Collected data
________________________

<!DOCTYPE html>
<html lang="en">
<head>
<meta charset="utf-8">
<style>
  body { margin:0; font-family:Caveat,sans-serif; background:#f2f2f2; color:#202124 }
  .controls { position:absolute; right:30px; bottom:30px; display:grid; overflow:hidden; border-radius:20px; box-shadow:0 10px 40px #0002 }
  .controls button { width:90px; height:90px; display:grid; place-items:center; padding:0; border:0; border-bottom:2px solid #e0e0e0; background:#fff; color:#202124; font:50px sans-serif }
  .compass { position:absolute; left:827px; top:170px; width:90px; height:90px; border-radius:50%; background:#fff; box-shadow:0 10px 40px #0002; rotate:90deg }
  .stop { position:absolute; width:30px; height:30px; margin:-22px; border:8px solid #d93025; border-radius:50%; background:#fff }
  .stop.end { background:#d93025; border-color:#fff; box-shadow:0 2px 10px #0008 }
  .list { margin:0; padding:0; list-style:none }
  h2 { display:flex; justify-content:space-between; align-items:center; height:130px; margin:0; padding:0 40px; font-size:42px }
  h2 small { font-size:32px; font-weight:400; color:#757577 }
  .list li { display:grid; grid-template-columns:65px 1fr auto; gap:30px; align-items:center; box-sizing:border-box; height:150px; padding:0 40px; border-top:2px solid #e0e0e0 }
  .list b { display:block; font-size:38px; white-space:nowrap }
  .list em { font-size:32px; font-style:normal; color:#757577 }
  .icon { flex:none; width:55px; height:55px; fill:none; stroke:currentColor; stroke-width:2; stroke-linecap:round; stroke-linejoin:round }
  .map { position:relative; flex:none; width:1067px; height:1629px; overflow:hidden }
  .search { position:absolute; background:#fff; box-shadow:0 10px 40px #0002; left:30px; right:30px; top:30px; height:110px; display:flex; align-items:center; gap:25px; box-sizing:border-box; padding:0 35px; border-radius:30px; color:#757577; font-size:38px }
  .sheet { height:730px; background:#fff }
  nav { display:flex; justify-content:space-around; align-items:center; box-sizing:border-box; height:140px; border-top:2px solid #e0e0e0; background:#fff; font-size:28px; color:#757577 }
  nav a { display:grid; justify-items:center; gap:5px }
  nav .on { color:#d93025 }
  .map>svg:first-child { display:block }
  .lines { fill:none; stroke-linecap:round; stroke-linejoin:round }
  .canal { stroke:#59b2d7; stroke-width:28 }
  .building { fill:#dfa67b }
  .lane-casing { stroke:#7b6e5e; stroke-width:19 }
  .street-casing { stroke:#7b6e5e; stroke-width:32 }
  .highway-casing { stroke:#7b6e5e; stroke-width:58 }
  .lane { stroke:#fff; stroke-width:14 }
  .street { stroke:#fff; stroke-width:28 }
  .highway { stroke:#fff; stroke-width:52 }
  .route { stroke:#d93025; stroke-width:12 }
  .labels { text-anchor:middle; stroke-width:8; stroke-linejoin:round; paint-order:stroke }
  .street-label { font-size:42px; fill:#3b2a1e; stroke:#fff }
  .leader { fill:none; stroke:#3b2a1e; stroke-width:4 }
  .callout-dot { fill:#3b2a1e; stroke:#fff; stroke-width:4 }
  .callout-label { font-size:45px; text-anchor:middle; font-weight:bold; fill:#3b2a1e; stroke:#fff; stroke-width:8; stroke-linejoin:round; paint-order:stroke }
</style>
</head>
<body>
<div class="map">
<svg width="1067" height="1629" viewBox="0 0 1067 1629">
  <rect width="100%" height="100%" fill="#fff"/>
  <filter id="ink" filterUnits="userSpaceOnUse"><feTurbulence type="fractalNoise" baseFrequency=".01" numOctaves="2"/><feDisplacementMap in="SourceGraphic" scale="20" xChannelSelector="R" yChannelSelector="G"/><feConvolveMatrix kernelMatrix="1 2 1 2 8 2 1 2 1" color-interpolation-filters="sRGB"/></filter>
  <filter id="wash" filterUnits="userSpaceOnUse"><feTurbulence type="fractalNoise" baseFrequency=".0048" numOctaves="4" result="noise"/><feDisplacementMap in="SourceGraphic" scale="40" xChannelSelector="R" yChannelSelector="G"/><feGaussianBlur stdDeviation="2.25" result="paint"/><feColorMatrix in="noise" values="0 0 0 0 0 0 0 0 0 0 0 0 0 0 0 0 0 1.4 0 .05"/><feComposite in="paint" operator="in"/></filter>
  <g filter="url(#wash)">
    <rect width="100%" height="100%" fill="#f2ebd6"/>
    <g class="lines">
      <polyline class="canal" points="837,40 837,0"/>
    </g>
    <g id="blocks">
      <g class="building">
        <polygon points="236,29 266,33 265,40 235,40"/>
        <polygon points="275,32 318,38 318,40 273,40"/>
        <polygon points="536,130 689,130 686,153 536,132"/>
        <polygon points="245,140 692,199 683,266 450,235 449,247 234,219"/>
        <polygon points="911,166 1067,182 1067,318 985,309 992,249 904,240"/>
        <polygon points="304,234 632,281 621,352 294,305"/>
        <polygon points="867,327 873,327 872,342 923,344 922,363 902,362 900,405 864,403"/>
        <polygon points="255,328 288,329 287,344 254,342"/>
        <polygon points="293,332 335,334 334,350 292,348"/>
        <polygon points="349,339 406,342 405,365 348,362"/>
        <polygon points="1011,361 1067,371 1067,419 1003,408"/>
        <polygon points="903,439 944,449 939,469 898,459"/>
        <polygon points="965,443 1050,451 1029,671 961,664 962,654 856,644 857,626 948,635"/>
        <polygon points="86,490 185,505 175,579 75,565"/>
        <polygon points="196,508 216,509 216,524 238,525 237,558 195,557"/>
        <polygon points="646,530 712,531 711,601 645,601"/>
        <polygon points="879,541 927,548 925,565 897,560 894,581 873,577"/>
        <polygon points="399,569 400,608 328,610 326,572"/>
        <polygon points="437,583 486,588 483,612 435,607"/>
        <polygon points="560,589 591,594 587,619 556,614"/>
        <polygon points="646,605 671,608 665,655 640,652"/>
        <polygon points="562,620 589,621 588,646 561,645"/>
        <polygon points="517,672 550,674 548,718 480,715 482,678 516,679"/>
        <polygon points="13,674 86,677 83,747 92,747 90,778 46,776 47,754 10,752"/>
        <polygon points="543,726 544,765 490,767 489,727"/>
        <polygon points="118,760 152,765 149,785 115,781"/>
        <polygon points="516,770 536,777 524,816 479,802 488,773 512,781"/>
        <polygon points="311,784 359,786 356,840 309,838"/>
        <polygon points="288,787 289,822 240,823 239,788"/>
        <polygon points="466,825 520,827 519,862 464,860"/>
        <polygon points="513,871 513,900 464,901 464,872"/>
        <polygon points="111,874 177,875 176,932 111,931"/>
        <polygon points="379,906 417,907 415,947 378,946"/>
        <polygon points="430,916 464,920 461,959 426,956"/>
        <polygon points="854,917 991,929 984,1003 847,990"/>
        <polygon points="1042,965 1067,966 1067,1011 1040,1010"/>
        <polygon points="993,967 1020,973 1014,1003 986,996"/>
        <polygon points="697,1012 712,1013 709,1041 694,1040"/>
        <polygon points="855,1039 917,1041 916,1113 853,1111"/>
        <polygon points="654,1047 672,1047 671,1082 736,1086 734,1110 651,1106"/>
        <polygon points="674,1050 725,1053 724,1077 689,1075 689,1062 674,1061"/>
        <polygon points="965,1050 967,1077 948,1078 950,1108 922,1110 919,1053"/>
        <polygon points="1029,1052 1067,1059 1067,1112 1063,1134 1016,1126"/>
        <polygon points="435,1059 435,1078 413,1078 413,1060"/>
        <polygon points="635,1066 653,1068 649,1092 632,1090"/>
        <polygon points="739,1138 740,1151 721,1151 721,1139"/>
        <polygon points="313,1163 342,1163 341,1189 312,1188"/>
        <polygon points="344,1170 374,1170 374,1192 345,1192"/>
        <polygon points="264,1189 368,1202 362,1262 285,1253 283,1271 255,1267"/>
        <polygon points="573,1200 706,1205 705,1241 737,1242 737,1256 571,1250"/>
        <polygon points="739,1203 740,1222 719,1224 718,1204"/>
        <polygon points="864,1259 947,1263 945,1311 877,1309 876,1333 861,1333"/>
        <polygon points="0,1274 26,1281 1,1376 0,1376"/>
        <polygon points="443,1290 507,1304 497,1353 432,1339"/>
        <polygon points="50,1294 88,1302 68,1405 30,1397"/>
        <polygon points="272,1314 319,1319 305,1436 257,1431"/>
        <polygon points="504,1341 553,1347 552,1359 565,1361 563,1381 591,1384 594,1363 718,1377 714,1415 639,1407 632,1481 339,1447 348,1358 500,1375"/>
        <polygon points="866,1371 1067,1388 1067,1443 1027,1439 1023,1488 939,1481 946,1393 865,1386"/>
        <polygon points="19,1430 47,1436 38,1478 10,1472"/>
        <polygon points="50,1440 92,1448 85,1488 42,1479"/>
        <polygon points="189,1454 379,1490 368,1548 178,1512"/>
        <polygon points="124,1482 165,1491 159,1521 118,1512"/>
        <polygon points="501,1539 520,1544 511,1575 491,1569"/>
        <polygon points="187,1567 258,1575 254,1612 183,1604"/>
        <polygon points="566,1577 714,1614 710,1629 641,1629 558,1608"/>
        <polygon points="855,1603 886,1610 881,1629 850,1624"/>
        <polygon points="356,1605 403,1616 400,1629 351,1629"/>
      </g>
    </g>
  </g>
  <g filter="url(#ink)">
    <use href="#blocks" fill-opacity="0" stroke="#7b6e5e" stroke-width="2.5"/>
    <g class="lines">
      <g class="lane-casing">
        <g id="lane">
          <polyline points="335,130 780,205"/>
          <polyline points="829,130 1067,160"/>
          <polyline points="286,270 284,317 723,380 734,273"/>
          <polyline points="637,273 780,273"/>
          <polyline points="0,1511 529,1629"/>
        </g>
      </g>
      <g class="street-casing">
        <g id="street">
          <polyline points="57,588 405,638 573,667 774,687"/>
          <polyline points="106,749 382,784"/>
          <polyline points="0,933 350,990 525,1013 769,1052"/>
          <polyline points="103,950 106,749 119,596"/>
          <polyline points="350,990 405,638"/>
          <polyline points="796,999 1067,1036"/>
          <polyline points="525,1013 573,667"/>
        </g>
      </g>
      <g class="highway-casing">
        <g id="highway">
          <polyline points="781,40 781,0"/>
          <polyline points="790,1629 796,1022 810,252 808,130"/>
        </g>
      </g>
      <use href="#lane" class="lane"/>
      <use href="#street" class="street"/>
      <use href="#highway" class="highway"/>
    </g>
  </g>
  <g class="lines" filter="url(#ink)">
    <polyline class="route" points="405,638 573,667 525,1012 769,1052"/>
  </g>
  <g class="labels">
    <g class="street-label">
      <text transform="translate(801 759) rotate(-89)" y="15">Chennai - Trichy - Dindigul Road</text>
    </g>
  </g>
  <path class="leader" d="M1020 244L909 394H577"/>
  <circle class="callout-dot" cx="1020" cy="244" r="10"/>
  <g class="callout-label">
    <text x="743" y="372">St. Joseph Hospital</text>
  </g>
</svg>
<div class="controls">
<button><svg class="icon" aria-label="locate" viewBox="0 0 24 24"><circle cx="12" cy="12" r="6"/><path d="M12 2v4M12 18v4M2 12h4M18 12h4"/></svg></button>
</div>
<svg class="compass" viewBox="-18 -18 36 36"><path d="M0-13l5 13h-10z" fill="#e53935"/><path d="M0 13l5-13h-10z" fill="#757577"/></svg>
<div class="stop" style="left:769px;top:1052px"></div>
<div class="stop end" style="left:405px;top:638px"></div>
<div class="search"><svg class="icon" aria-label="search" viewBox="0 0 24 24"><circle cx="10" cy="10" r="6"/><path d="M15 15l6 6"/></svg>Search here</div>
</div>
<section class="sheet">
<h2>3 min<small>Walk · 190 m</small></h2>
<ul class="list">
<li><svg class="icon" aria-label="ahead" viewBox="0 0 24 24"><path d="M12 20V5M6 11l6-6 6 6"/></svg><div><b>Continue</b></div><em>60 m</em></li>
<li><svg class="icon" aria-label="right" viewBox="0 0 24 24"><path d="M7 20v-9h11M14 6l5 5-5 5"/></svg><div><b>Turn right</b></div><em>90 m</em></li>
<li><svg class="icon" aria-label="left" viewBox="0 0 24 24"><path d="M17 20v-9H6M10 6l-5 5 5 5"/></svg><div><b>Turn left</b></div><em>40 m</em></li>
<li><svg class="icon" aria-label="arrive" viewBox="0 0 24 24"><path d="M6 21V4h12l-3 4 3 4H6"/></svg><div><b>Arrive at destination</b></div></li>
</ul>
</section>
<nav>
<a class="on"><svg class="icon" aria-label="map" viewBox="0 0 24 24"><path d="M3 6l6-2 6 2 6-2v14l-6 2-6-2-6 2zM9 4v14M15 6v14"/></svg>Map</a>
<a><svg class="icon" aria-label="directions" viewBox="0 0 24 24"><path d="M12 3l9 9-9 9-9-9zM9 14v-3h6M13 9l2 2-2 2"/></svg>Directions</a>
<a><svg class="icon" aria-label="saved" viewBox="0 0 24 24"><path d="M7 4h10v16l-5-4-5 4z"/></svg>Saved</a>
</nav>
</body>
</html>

________________________

_EXERCISE_.
Reproduce exactly every line that sits between the start of the entries and the line bearing "position:absolute; left:827px; top:170px;", counting both of those lines.

_OUTPUT FOR THIS EXERCISE_.
<!DOCTYPE html>
<html lang="en">
<head>
<meta charset="utf-8">
<style>
  body { margin:0; font-family:Caveat,sans-serif; background:#f2f2f2; color:#202124 }
  .controls { position:absolute; right:30px; bottom:30px; display:grid; overflow:hidden; border-radius:20px; box-shadow:0 10px 40px #0002 }
  .controls button { width:90px; height:90px; display:grid; place-items:center; padding:0; border:0; border-bottom:2px solid #e0e0e0; background:#fff; color:#202124; font:50px sans-serif }
  .compass { position:absolute; left:827px; top:170px; width:90px; height:90px; border-radius:50%; background:#fff; box-shadow:0 10px 40px #0002; rotate:90deg }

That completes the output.